> [Description of the task] Could you please retype all of the entries exactly as they appear?

> [Provided material]

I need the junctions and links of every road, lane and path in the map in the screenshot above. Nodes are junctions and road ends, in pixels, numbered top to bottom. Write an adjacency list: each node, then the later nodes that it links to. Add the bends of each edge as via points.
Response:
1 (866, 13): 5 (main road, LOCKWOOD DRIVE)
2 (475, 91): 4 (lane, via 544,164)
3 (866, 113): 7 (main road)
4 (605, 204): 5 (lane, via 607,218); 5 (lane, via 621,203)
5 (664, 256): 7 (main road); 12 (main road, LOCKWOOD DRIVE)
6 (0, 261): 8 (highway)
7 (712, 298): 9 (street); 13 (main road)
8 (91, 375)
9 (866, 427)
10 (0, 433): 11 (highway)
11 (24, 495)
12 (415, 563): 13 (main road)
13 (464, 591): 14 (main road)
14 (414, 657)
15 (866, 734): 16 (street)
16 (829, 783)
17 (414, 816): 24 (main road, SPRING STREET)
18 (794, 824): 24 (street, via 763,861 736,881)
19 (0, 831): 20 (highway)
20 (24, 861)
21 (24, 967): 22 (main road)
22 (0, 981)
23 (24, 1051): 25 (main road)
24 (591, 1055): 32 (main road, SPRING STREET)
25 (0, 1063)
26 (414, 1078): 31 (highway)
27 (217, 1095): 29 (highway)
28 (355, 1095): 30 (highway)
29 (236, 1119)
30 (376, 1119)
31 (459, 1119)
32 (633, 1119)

> [Output for this task]
I need the junctions and links of every road, lane and path in the map in the screenshot above. Nodes are junctions and road ends, in pixels, numbered top to bottom. Write an adjacency list: each node, then the later nodes that it links to. Add the bends of each edge as via points.
Response:
1 (866, 13): 5 (main road, LOCKWOOD DRIVE)
2 (475, 91): 4 (lane, via 544,164)
3 (866, 113): 7 (main road)
4 (605, 204): 5 (lane, via 607,218); 5 (lane, via 621,203)
5 (664, 256): 7 (main road); 12 (main road, LOCKWOOD DRIVE)
6 (0, 261): 8 (highway)
7 (712, 298): 9 (street); 13 (main road)
8 (91, 375)
9 (866, 427)
10 (0, 433): 11 (highway)
11 (24, 495)
12 (415, 563): 13 (main road)
13 (464, 591): 14 (main road)
14 (414, 657)
15 (866, 734): 16 (street)
16 (829, 783)
17 (414, 816): 24 (main road, SPRING STREET)
18 (794, 824): 24 (street, via 763,861 736,881)
19 (0, 831): 20 (highway)
20 (24, 861)
21 (24, 967): 22 (main road)
22 (0, 981)
23 (24, 1051): 25 (main road)
24 (591, 1055): 32 (main road, SPRING STREET)
25 (0, 1063)
26 (414, 1078): 31 (highway)
27 (217, 1095): 29 (highway)
28 (355, 1095): 30 (highway)
29 (236, 1119)
30 (376, 1119)
31 (459, 1119)
32 (633, 1119)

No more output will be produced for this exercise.